== Task prompt ==
If a line includes "Calle", copy it out of the entries.

== Dataset ==
- - -
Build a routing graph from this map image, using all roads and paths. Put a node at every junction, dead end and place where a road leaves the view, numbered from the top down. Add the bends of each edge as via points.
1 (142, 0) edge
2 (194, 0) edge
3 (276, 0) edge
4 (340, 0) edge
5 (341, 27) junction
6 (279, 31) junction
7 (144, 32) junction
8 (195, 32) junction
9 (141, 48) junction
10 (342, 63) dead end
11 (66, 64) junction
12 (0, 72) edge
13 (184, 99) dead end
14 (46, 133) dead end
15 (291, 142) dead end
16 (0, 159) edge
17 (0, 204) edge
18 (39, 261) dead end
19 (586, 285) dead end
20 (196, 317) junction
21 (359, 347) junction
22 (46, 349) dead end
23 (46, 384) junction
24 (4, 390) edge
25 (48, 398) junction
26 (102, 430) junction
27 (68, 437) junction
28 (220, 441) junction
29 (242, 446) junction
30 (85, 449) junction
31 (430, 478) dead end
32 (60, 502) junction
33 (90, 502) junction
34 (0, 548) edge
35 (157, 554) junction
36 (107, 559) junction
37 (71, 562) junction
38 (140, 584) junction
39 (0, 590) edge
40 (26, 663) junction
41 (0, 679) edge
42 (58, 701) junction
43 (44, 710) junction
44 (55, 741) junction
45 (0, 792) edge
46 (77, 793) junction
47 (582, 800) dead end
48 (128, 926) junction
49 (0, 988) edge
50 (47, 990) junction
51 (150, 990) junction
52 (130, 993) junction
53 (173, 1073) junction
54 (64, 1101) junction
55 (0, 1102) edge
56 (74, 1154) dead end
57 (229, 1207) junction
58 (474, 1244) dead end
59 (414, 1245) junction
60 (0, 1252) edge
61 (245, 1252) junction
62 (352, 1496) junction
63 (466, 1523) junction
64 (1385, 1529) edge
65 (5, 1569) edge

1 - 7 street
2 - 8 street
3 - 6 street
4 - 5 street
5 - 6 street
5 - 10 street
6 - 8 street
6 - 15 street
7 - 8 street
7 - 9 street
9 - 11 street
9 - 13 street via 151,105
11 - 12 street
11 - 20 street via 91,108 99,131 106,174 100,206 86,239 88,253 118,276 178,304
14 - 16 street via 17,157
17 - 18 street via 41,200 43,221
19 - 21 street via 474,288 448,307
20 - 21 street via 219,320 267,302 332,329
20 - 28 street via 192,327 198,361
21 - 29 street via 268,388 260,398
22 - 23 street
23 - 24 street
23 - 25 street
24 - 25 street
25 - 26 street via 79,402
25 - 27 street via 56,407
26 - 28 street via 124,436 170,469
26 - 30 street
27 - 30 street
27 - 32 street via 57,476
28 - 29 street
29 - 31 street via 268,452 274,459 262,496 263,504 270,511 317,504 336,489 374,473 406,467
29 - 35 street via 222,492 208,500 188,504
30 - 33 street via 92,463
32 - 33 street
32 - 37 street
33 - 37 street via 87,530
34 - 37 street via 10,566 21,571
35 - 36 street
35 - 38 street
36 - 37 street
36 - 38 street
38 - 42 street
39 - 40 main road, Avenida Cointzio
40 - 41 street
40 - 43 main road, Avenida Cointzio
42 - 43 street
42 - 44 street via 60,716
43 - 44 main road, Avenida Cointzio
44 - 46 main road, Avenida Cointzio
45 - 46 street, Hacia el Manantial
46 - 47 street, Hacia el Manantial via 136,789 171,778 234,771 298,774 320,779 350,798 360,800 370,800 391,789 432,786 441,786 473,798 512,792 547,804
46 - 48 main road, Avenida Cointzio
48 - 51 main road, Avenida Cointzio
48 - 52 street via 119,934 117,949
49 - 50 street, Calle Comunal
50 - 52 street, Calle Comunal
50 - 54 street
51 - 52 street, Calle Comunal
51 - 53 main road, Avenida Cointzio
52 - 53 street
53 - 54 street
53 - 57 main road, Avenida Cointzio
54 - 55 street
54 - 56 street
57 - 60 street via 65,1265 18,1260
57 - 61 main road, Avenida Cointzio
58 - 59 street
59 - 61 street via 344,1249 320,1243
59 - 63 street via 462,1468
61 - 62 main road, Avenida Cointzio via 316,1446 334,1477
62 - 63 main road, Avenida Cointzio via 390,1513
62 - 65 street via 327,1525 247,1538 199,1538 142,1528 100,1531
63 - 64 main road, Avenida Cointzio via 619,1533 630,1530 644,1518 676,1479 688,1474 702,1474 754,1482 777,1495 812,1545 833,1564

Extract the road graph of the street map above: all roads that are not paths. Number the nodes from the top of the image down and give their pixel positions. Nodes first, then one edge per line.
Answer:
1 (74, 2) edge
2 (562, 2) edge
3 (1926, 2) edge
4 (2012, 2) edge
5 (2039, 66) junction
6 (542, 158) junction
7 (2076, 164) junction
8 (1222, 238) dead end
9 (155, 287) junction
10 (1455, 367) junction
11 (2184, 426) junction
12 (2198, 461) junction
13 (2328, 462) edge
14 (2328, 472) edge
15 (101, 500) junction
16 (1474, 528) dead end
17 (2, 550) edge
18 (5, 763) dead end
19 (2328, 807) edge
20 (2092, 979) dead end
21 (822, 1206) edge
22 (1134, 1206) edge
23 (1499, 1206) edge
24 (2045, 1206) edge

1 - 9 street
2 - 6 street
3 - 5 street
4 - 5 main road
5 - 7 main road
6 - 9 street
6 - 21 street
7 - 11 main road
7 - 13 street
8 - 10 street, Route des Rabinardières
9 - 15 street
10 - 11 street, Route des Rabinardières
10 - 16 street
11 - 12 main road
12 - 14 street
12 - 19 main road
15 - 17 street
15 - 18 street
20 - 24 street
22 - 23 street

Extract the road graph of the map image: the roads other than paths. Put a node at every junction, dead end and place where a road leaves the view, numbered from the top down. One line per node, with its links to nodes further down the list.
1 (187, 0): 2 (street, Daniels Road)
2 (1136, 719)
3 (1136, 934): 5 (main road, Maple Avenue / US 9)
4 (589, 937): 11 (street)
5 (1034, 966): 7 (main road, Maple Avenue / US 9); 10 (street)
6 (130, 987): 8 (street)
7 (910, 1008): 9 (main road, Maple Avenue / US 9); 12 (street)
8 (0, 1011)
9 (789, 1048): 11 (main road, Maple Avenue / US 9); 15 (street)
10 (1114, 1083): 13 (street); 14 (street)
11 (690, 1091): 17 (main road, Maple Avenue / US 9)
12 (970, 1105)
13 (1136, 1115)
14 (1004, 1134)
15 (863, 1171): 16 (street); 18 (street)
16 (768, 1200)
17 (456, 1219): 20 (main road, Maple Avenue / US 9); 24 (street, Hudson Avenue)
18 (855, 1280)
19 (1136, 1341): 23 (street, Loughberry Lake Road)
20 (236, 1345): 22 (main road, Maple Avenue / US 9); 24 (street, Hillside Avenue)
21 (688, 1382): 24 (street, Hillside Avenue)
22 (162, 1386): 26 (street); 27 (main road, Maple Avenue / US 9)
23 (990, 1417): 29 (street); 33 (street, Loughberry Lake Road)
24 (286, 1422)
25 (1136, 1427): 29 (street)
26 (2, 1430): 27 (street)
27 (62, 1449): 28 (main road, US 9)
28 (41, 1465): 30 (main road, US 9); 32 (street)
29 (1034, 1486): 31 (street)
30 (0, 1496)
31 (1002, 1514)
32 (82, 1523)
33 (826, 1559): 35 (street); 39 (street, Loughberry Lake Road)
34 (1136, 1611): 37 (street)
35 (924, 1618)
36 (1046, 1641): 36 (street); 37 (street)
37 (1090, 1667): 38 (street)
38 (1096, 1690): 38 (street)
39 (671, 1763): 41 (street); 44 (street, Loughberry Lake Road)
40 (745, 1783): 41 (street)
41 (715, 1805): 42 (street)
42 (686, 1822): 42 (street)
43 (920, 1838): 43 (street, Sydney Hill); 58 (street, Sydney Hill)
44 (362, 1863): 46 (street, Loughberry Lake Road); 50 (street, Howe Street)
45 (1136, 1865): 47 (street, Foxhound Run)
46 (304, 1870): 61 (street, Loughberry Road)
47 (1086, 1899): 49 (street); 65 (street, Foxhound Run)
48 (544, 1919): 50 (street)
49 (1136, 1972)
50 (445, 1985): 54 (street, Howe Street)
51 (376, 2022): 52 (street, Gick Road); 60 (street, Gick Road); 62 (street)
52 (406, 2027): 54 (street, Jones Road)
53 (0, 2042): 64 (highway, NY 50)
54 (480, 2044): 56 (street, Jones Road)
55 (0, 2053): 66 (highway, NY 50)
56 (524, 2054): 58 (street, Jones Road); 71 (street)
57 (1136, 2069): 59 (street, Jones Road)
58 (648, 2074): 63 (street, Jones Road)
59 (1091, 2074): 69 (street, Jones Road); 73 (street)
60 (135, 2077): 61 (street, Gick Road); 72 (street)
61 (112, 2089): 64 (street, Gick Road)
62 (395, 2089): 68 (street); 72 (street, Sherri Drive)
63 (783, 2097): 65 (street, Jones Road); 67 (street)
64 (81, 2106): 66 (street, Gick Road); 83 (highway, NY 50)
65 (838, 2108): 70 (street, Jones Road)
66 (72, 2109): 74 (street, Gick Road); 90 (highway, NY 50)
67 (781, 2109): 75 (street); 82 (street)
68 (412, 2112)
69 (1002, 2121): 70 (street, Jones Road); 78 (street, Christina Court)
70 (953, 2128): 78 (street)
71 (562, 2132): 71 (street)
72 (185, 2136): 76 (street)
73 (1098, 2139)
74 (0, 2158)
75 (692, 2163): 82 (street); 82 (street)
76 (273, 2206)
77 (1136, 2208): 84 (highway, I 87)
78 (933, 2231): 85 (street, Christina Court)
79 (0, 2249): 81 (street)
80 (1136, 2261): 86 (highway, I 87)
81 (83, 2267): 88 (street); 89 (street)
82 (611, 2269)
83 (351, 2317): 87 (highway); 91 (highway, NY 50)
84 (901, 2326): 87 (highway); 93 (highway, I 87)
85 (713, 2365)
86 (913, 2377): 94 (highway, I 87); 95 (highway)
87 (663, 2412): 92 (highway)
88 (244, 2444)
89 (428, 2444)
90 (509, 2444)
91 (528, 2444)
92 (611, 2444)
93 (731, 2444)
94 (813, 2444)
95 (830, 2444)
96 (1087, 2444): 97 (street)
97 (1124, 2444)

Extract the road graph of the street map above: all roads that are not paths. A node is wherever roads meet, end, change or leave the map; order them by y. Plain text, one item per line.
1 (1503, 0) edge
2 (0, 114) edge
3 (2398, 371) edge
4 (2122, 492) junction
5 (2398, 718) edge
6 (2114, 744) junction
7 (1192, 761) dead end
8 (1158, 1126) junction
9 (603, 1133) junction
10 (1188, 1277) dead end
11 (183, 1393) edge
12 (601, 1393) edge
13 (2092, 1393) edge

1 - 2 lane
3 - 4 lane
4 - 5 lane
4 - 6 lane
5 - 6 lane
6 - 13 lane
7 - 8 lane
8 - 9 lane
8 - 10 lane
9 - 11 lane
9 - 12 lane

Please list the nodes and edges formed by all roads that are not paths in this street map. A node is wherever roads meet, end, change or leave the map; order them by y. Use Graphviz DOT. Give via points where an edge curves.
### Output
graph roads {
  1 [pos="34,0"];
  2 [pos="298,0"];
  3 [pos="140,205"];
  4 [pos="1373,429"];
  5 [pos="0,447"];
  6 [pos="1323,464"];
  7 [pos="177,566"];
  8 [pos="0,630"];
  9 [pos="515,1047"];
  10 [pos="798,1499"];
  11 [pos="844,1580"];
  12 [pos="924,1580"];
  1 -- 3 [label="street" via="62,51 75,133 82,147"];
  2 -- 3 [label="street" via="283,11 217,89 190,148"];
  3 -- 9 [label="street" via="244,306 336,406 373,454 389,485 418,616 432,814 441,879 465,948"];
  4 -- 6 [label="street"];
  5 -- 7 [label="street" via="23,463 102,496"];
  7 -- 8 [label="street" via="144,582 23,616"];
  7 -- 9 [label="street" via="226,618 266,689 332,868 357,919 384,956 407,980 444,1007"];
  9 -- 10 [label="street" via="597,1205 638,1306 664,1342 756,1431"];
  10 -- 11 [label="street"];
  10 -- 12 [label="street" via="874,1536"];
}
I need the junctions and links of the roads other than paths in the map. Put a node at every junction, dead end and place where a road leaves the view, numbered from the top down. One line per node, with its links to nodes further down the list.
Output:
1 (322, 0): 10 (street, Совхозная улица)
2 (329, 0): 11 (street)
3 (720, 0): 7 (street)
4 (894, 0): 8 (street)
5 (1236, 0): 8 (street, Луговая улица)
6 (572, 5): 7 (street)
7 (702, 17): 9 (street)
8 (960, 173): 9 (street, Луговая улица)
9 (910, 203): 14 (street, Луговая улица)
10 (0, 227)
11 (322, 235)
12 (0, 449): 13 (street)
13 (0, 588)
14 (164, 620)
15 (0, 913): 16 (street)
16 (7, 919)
- - -
== Answer space ==
49 - 50 street, Calle Comunal
50 - 52 street, Calle Comunal
51 - 52 street, Calle Comunal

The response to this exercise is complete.